The appeal of the floating city endures –especially if you stay in the right hotel, writes Alec Marsh
As John JULIUS Norwich remarked in his history of Venice, the first thing that strikes you when the silhouette of la Serenissima appears, floating like a vast Monet water lily, is the sheer foolhardiness of the whole enterprise. ‘Who in their senses,’ Norwich asked, ‘would build a settlement among these marshy wastes, on little islets of sand and couchgrass, the playthings of current and tide?’
Looking down on the dark jade waters of the Grand Canal from our room at the Aman Venice – the exquisite 24-room hotel in a 16th-century palazzo, where George and Amal Clooney stayed when they got married in 2014 – it’s hard to fathom that the city before you is perched on wooden stakes driven into the mud and sand about 1,000 years ago. But then the skew-whiff tower of St Stefano in the distance reminds you that this is a city built on human willpower and not much else.
We cross the Rialto Bridge and beetle our way through the narrow lanes, following the signs towards San Marco – and, more importantly, the tiny dot on my wife’s iPhone. Ten minutes later we are in St Mark’s Square, penned on three sides by the elegant arcades, gazing in wonder, like medieval pilgrims, at the domed, Byzantine edifice of the basilica. Above the door are four bronze horses, looted from the hippodrome of Constantinople, whose fall the Venetians successfully orchestrated in 1204. The horses are just the start of a temple of larceny, which reaches its apogee at the high altar, where the remains of St Mark the Evangelist, whose body was snatched in the dead of night by two Venetians in 828. Looking back along the central apse, beneath the glistening, golden mosaicked ceilings, you are aware of being in a pre-European structure.

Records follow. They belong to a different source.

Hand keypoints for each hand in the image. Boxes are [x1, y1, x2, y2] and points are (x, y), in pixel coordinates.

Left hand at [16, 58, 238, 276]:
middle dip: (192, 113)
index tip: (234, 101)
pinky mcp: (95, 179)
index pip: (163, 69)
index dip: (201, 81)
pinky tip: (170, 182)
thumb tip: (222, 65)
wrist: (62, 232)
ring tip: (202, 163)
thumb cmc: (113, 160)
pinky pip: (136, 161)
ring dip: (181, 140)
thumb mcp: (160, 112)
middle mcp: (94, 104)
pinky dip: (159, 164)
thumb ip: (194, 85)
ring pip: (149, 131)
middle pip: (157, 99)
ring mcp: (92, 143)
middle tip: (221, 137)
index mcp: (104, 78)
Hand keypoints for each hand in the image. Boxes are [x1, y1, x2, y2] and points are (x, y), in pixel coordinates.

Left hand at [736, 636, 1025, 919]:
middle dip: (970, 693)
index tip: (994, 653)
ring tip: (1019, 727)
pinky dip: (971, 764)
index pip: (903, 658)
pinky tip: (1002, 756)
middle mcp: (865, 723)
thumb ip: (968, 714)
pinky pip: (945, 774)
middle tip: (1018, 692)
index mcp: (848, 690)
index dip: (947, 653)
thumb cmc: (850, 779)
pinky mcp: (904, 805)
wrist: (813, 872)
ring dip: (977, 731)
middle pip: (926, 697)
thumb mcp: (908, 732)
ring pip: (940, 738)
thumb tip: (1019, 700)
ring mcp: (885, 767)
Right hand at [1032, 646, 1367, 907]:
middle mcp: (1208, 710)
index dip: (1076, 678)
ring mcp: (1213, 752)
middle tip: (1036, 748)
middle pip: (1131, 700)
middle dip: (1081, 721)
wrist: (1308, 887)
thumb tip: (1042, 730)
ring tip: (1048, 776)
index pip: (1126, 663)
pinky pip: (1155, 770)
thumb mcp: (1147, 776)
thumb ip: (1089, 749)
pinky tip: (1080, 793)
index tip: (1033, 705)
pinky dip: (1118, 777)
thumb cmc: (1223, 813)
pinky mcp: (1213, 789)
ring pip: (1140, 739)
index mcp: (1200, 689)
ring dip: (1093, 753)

After the basilica we head to Caffe Florian, purveyor of coffee since 1720, where you can sit as Hemingway, Casanova and practically anyone who’s been anyone has, for coffee in stately splendour. Casanova, it is said, frequented Florian because it alone served women – the first owner secured special status, ostensibly for wives and concubines of visiting potentates. ‘At night when the café is closed, Casanova’s ghost comes out of these mirrors,’ explains Cristiana Rivolta from Florian. ‘Maybe he’s looking for ladies.’ Or for Venetian biscuits, which are delicious.
Then, before we know it, it’s time for the vaporetto back to the Aman Venice for dinner in the flawlessly restored ballroom overlooking the Grand Canal. Don’t, whatever you do, skip the Aman’s pea and mint soup or fish stew, nor the beef, nor the pineapple ravioli.
After an indulgent breakfast, the Doge’s palace beckons – more ceilings of wonder and vaunting, golf-leaf ambition, plus frescos of the Venetians storming Constantinople or marking Lepanto – with the Bridge of Sighs and the prison that Casanova was condemned to. After the trekking and boating, we finish our visit with an evening of opera – The Barber of Seville, hosted in a private palazzo where not a single right angle exists. Then, a glorious sleep later, it’s off to Marco Polo airport for the hop home.
‘All that glisters is not gold,’ the Prince of Morocco declares in The Merchant of Venice.
And in Venice that’s the truth: the treasure is at every turn. The gold is the least of it.